September 15, 2009
R-Truth ready for the next level
By JASON CLEVETT - SLAM! Wrestling
It doesn't take long to see that R-Truth is a man who loves his job. The Smackdown superstar spoke to SLAM! Wrestling to promote tonight's Smackdown taping in Hamilton, Ontario. He was excited to get rowdy with the Canadian fans who rarely need any encouragement to do just that.
"WWE always brings it man," he told SLAM! Wrestling. "Those fans are gonna be rowdy and excited and amped up, and I guarantee you every WWE superstar will be the same way. It amplifies the intensity and gives an adrenaline rush more than ever. There is nothing like that rush you get from the crowd and you are able to take everything you are feeling and hearing from them into the ring."
R-Truth has a unique character that connects with the audience on an intimate level. He makes his way to the ring through the audience performing his own entrance theme: What's up. The entrance allows fans to get up close and personal and feel part of the show, something that can be difficult in an arena or stadium.
"My character is something that a lot of people would love to have. It gives the fans the opportunity to participate and be involved. A lot of people when they see R-Truth they see themselves. They see a normal guy that was hit by circumstances in life, overcame that, got stuff together and went down the right road. A lot of people can relate to that and my support comes from it."
Support also comes from long-time fans who have followed his career. From 2000-01 he was with the WWF as K-Kwik. After his release in late 2001 he went on to TNA as Ron "The Truth" Killings. His run in TNA included two NWA world championships and a pair of tag team titles, including with NFL player Adam "Pacman" Jones.
"People definitely recognize me from the past. I have been doing this for almost 14 years now. First came in and was known to the world as K-Kwik, then became Ron 'The Truth' Killings and now to R-Truth. To be in this business and get what I have gained is an unexplainable feeling," he said. "[The NWA title] is something that makes me thank the business for that opportunity. That is a great honor to have been NWA champion and an African American. I will always be in the history books because of that."

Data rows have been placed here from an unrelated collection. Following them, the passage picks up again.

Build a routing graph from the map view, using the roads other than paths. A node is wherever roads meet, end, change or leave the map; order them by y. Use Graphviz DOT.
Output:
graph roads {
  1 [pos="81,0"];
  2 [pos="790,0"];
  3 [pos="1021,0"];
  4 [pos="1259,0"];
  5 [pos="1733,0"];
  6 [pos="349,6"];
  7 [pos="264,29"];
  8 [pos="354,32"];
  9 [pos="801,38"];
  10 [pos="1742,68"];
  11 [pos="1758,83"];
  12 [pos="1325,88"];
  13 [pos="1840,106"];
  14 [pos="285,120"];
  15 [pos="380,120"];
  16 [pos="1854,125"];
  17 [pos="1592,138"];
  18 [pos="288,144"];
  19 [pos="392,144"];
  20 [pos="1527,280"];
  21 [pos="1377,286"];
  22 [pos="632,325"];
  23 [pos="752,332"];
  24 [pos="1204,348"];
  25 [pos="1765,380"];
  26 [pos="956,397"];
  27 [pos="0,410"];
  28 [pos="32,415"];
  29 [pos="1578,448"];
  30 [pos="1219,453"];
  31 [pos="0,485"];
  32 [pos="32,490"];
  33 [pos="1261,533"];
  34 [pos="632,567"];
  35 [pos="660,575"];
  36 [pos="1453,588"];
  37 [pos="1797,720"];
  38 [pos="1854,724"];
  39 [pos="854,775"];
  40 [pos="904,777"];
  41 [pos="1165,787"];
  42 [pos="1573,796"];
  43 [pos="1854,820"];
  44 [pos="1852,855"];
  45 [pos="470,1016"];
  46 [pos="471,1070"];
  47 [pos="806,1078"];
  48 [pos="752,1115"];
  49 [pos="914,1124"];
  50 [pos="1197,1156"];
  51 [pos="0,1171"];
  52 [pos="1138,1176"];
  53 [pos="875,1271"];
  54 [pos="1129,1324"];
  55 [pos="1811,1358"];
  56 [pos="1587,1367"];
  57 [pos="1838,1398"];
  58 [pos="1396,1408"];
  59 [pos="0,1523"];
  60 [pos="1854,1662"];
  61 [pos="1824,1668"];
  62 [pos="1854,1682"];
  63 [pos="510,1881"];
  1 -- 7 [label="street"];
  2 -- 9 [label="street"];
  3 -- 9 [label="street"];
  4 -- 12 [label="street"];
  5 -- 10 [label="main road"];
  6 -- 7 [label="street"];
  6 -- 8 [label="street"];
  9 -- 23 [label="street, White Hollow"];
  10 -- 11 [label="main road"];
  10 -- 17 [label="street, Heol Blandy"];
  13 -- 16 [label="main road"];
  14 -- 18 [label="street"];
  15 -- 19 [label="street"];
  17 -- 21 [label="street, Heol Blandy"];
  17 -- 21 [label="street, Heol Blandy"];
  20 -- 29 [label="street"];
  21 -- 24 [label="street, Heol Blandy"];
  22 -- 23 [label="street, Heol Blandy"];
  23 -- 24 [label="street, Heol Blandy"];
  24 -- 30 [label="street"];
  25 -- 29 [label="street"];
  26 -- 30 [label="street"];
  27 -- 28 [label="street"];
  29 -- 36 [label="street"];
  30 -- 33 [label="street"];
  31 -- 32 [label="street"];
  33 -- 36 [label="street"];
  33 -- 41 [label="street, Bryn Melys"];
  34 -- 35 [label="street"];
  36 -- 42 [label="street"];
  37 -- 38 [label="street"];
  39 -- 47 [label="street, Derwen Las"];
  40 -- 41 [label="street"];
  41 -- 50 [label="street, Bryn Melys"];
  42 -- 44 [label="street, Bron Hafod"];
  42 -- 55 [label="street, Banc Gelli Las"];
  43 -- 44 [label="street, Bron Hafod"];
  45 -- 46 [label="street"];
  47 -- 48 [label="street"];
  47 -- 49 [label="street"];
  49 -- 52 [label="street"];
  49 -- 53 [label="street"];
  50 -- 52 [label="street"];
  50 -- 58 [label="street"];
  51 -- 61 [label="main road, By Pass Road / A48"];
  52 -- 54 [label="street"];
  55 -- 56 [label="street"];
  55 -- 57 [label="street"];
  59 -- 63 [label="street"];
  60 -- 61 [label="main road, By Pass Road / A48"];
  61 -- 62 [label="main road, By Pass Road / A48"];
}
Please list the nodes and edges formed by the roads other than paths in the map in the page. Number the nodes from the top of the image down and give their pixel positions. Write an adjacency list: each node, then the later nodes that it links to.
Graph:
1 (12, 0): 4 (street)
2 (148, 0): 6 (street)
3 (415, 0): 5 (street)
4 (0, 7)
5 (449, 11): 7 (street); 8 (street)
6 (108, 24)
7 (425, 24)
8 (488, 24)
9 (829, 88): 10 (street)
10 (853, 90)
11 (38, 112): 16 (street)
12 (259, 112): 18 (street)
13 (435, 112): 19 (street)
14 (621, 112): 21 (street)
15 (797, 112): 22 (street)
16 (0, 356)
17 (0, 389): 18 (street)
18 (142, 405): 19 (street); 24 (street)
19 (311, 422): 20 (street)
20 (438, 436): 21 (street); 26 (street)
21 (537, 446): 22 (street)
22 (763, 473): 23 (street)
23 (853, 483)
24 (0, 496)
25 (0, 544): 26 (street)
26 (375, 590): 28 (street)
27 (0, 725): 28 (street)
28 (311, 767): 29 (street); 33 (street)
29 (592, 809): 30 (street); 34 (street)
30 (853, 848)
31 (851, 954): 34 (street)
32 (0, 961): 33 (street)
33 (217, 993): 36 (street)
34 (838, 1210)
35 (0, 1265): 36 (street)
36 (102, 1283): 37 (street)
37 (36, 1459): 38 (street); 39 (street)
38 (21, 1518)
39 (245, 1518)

Killing negotiated his release from TNA in January 2008 and made his in-ring return to Smackdown in August of last year defeating Kenny Dykstra.
"It was time for me to come back home. I was ready to excel, I felt that I had grown up, matured and am a grown man now, I was the truth. I was ready to take my craft to a higher level. I weighed my options over there, I was accepted back home and I am here to stomp with the big dogs and I am loving it, I am like a kid in a candy shop. It is different coming back. When I was K-Kwik I was a younger guy, and had no idea of the things I had to do until now in part of knowing the business and being part of it. That includes ring work, locker room work, being on the road, in the public's eye, just knowing the business. I have learned a lot and love the opportunities being back at WWE. I am looking at things in a whole different perspective in being a grown man now."
"With this sport it is one that whether black, white, brown or gray it comes from being interested in becoming involved with being a wrestler from a young age. I came in knowing that there weren't many minorities in the business, but the ones that are in the business made waves and inspired me. I have been inspired by blacks in the business as much as I have been whites or Hispanics. I look at the business as one big whole. If I can inspire someone who is black, brown, whatever creed that is what I am here to do."
As a veteran, young wrestlers often come to him for advice. Having connected with the audience with his skill and charisma he is happy to share his secrets to success.
"It is just a part of me, what you see in the ring is how I am 24 hours a day. I tell guys who come to me for advice or my opinion is to get in track with who you really are. The people are in there to be entertained whether they like or dislike the character it has to be seen, known and heard. Once you grasp who your character is you just let it shine man."
R-Truth sees a bright future for himself and other roster members that are the future of the business. He is going to continue to rap and wrestle his way to the top again.
"I work with some of the world's greatest athletes. I never worry about competition, we are all trying to get in where we fit in and make this thing roll and stroll like it's supposed to. I am a big believer in fate and destiny, when it is time it is time. There is nothing or no one that can stop or hold me down. You have what you are supposed to have and it will come at the right time. The sky is the limit for me right now. Mentally, physically and spiritually I am ready for the world and ready to take WWE to the next level."
Jason Clevett did not start the interview by asking "What's Up" despite so many people suggesting that as a question.